Here’s the thing. After having listened to the “Cops ‘N’ Robber Mix” countless times and being convinced of Shadow’s dazzling auteur instincts, I stumbled upon a YouTube video where some savvy fan had edited Heat to conform with Shadow’s audio portrayal. And it’s freaking brilliant. Using Shadow’s dialogue samples to guide the visual cues and matching the DJ’s impossible beats with high-action explosions and machine-gun bursts timed down to the second, this film edit is a thrilling music video that also serves as a hyper-advanced, spoiler-alert, perfect movie trailer that never was. So, if you don’t have time to watch Heat in its entirety (which you really should), just check out this four-minute version. There’s a similar edit online with a sharper picture, but I prefer this one for its editorial choices and painstaking precision. This ain’t no director’s cut—but this ain’t no fooling around either.                                          
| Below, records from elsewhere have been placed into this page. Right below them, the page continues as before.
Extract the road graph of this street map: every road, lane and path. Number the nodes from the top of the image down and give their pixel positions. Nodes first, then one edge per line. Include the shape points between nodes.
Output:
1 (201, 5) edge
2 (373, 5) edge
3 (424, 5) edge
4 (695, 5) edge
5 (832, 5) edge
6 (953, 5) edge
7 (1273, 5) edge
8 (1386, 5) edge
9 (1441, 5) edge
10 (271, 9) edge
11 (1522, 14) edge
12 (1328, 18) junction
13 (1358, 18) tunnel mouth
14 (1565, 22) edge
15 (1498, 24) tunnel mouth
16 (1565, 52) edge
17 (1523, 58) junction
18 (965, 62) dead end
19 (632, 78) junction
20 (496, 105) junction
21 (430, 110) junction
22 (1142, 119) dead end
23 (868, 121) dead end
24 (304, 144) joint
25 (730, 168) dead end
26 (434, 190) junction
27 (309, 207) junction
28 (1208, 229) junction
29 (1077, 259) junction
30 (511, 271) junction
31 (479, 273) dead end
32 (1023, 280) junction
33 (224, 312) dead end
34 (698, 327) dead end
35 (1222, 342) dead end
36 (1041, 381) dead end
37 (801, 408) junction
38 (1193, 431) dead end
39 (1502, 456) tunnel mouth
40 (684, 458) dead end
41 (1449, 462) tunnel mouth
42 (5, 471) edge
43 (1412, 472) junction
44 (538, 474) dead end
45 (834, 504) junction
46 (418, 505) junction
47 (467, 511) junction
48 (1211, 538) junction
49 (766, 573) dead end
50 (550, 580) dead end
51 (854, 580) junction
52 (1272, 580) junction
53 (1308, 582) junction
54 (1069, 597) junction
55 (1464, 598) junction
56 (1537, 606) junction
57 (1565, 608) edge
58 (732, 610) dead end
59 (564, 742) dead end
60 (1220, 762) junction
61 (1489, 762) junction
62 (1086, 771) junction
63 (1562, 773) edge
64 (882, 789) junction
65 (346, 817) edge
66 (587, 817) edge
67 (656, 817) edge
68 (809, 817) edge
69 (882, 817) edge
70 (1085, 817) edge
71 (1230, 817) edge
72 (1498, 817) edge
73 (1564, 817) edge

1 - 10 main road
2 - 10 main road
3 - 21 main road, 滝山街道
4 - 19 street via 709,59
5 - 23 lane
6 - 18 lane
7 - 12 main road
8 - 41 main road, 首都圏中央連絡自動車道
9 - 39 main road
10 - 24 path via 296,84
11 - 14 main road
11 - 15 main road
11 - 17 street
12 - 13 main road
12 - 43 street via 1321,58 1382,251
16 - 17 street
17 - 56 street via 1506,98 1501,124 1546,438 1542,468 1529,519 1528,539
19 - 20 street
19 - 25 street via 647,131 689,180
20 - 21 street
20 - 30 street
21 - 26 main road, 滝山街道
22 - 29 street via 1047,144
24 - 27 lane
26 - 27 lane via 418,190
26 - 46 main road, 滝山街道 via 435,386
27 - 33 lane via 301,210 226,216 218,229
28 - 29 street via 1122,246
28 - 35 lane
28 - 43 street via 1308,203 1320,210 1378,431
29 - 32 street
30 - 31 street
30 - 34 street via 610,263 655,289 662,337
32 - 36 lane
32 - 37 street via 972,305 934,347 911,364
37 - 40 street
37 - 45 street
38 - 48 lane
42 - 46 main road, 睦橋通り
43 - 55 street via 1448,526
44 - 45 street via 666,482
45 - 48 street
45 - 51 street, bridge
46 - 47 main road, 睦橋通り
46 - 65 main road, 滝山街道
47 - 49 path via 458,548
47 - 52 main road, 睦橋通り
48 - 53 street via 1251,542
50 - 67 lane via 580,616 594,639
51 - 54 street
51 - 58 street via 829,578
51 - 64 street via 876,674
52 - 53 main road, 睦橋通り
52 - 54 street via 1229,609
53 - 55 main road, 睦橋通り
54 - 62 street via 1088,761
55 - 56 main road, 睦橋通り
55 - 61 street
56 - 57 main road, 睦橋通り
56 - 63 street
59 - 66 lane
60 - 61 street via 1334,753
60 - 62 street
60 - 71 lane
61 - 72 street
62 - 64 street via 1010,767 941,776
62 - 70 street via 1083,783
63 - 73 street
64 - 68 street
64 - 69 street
For the record, here’s the original theatrical trailer for Heat, so we can see how clichéd movie trailers were back in 1995. You’ll notice instances of the same scenes being used in Shadow’s mix—because these classic performances simply had to be showcased. Still, Heat is far better than this overdone studio trailer represents, and it proves that the movie really did deserve the crazy-visual remix it ultimately received.

When else has a film been remixed with a built-in soundtrack that then becomes an after-the-fact movie trailer and messes with the space-time continuum? We’ll have get back to you on that.